В Спасск присылали инвалидов – конченых инвалидов, которых уже отказывались использовать в своих лагерях. Но, удивительно! – переступив целебную зону Спасска, инвалиды разом обращались в полноценных работяг. Для полковника Чечева, начальника всего Степлага, Спасское лагерное отделение было из самых любимых. Прилетев сюда из Караганды на самолёте, дав себе почистить сапоги на вахте, этот недобрый коренастый человек шёл по зоне и присматривался, кто ещё у него не работает. Он любил говорить: «Инвалид у меня во всём Спасске один – без двух ног. Но и он на лёгкой работе – посыльным работает». Одноногие все использовались на сидячей работе: бой камня на щебёнку, сортировка щепы. Ни костыли, ни даже однорукость не были препятствием к работе в Спасске. Это Чечев придумал – четырёх одноруких (двух с правой рукою и двух с левой) ставить на носилки. Это у Чечева придумали – вручную крутить станки мехмастерских, когда не было электроэнергии. Это Чечеву нравилось – иметь «своего профессора», и биофизику Чижевскому он разрешил устроить в Спасске «лабораторию» (с голыми столами). Но когда Чижевский из последних бросовых материалов разработал маску против силикоза для джезказганских работяг, – Чечев не пустил её в производство. Работают без масок, и нечего мудрить. Должна же быть оборачиваемость контингента.

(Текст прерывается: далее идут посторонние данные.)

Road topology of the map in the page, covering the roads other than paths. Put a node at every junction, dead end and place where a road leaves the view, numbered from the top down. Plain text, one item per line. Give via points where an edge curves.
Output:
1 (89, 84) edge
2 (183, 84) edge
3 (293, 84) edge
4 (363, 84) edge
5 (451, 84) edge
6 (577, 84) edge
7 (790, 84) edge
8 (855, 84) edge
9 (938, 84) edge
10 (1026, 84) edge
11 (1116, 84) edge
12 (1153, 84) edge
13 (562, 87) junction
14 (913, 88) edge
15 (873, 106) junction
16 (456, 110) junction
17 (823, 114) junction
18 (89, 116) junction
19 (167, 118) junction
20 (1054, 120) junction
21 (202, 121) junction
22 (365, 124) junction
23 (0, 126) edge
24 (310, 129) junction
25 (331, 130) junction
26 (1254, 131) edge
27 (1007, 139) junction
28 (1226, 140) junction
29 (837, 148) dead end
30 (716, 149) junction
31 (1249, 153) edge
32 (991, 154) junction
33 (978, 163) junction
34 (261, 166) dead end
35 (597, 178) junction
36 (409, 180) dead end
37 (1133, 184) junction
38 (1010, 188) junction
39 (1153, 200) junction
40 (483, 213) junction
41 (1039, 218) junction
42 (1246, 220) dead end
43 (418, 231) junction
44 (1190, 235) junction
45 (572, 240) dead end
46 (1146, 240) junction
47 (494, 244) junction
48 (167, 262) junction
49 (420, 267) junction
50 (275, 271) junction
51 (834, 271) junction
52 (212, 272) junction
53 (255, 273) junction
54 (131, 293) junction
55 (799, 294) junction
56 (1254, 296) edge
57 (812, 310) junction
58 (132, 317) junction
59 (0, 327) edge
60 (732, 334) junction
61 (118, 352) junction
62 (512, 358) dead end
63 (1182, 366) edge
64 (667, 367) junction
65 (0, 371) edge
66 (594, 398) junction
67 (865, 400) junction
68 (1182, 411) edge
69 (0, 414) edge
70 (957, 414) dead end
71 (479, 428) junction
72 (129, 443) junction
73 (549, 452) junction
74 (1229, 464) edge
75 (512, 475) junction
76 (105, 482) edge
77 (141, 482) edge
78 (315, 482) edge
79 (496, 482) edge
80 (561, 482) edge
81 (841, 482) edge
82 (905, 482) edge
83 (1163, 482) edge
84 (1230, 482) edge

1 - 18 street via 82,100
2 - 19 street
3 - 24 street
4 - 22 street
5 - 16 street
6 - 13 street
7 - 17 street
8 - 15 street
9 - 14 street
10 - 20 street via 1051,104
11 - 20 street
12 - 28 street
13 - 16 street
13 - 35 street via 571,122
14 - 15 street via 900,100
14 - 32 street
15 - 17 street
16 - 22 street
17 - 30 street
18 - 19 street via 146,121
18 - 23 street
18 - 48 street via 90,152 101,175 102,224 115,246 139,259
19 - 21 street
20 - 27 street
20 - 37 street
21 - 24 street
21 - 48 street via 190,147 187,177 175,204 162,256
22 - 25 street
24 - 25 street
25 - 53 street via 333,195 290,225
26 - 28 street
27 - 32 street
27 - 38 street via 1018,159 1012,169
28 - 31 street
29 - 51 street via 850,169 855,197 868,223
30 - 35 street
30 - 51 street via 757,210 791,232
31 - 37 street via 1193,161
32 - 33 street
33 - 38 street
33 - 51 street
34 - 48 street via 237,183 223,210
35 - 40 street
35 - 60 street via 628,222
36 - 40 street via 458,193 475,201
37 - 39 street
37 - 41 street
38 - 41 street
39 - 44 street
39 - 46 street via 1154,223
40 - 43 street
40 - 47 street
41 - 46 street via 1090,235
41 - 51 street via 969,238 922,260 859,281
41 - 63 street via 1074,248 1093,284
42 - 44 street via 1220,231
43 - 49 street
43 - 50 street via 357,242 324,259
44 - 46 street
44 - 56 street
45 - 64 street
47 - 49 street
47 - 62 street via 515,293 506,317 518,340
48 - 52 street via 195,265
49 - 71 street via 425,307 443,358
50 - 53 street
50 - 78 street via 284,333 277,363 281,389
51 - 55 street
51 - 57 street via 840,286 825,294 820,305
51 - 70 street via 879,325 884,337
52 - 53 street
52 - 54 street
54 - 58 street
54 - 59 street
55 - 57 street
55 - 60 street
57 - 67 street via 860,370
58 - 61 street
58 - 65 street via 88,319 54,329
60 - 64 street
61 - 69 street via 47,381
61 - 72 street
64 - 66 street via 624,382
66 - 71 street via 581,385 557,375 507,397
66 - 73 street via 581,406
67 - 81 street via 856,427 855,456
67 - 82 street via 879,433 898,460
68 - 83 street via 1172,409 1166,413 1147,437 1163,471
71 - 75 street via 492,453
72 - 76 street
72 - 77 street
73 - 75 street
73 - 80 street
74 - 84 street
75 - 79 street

В конце 1948 года в Спасске было около 15 тысяч зэков обоего пола. Это была огромная зона, столбы её то поднимались на холмы, то опускались в лощины, и угловые вышки не видели друг друга. Постепенно шла работа саморазгораживания: зэки строили внутренние стены и отделяли зоны женскую, рабочую, чисто инвалидную (так было стеснительнее для внутрилагерных связей и удобнее для хозяев). Шесть тысяч человек ходило работать на дамбу за 12 километров. Так как они были всё-таки инвалиды, то шли туда более двух часов и более двух часов назад. К этому следует прибавить 11-часовой рабочий день. (Редко кто выдерживал на той работе два месяца.) Следующая крупная работа была – каменоломни, они находились в самых зонах (на острове – свои ископаемые!), и в женской, и в мужской. В мужской зоне карьер был на горе. Там после отбоя взрывали камень аммоналом, а днём инвалиды молотками разбивали глыбы. В женской зоне аммонала не применяли, а женщины рылись до пластов вручную кирками, а потом дробили камень большими молотками. Молотки у них, конечно, соскакивали с рукояток, или рукоятки ломались, а для насадки надо было отправлять в другую зону. Тем не менее с каждой женщины требовали норму – 0,9 кубометра в день, а так как выполнить её они не могли, то и получали долго штрафной паёк – 400 граммов, пока мужчины не научили их перед сдачей перетаскивать камень из старых штабелей в новые. Напомним, что вся эта работа производилась не только инвалидами и не только без единого механизма, но в суровые степные зимы (до 30–35° мороза с ветром) ещё и в летней одежде, потому что неработающим (то есть инвалидам) не полагается на зиму выдавать тёплую одежду. Эстонка П-р вспоминает, как она в такой мороз, почти неодетая, орудовала над камнем с огромным молотком. – Польза этой работы для Отечества особенно выясняется, если мы доскажем, что камень женского карьера почему-то оказался негоден для строительства и в некий день некий начальник распорядился, чтобы женщины весь добытый ими за год камень теперь засыпали бы назад в карьер, покрыли землёю и развели бы парк (до парка, конечно, не дошло). – В мужской зоне камень был хорош, доставка же его на место строительства совершалась так: после проверки весь строй (сразу тысяч около восьми, кто ещё в этот день был жив) гнали в гору, а назад допускали только с камнями. В выходной день такая инвалидная прогулка совершалась дважды – утром и вечером.